Poll: Majority of swing-state voters support 20-week abortion ban

Voters in five key states for Senate Democrats in 2018 support a 20-week abortion ban, according to a new poll by the polling company, inc./WomanTrend on behalf of the pro-life group Susan B. Anthony List.

What is the Pain-Capable Unborn Child Protection Act?

The Pain-Capable Unborn Child Protection Act would ban elective abortion procedures after 20 weeks gestation. The bill has exceptions for cases of rape or incest, and for cases where there is a maternal mortality risk. It was passed by the House on Tuesday in a 237-189 vote. Sen. Lindsey Graham (R-S.C.) re-introduced the Pain-Capable Unborn Child Protection Act in the Senate on Thursday.

Supporters of the bill say that unborn children can feel pain at 20 weeks gestation. They also say the United States is one of just seven nations — which also include China and North Korea — that permit abortion so late in a pregnancy. They argue that the bill would also protect women from unsafe procedures.

Critics of the bill, such as Planned Parenthood Action Fund, call the bill part of an “agenda to ban all abortion.”

Can the bill pass?

The Pain-Capable Unborn Child Protection Act would need 60 votes to be passed by the Senate, which means it would require some Democratic support.

In 2015, the bill was defeated on a 54-42 vote. The Obama administration threatened to veto the bill. At the time, Sens. Joe Manchin (D-W.Va.), Bob Casey, (D-Pa.) and Joe Donnelly (D-Ind.) broke with their party, voting in support of the bill. Sens. Mark Kirk (R-Ill.) and Susan Collins (R-Maine) voted with the Democrats in opposition to the bill.

Asked about the bill’s chances at a news conference Thursday, Graham said, “We got three votes from our Democratic friends last time.”

“The more you educate, the more you vote, the larger the number gets. We’re marching toward 60 because the reasoning against this doesn’t withstand common-sense scrutiny.”

The White House said that President Donald Trump would sign the bill into law if it is approved by the Senate.

The poll

The poll, taken from November 28-30, 2016, found that a majority of voters in Florida, Missouri, Montana, North Dakota, Ohio, and Wisconsin support the legislation.

It also found that 55 percent of respondents said they would be less likely to vote for their senator or support their re-election if they voted to permit elective abortion procedures after 20 weeks.

The Susan B Anthony List characterized the poll as evidence that Senate Democrats up for re-election in the swing states should consider supporting the legislation.
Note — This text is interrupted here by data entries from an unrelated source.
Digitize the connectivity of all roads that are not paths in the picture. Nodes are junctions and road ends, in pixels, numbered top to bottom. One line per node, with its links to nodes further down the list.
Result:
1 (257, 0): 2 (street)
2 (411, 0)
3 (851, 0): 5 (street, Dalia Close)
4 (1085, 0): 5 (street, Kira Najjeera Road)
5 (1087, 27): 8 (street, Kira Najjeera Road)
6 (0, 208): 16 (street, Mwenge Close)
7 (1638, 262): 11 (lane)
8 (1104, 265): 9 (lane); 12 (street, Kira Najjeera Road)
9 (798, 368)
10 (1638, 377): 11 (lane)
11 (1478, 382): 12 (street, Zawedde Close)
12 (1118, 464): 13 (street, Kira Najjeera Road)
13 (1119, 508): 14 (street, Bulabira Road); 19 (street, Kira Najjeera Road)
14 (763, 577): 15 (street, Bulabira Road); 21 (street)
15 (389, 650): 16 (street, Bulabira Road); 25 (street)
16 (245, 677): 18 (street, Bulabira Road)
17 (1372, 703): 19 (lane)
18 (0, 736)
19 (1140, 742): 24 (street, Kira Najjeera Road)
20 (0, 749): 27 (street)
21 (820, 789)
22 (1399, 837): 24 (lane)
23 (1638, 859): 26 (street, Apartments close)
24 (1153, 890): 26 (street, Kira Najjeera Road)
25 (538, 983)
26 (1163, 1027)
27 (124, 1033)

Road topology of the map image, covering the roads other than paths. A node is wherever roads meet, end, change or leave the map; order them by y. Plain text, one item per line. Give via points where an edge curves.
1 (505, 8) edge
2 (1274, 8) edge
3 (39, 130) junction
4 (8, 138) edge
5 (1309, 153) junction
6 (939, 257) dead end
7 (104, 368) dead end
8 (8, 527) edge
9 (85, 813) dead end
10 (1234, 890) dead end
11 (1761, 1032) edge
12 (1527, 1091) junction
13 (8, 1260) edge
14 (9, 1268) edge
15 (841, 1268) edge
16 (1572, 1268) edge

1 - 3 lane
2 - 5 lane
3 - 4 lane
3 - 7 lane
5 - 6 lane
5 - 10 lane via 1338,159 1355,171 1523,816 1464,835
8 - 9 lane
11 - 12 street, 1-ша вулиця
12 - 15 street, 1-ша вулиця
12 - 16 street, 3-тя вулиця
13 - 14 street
“Voters agree: it’s inexplicable that the United States is one of only seven nations in the world to allow abortion after 20 weeks – five months, more than halfway through pregnancy – putting us in the company of China and North Korea,” SBA List President Marjorie Dannenfelser said in a statement on the data, according to Townhall.

“Tuesday’s vote in the House of Representatives was a win for basic human decency,” she added. “Now it’s time for the pro-life majority in the Senate, led by pro-life champion Lindsey Graham, to force vulnerable pro-abortion Senators up in 2018 to either stand with their pro-life constituents and vote for this bill, or stand with the extreme abortion lobby and vote in favor of late-term abortion on-demand. This is not a vote that Senator Claire McCaskill or any Senator running in a state carried by President Trump wants to have.”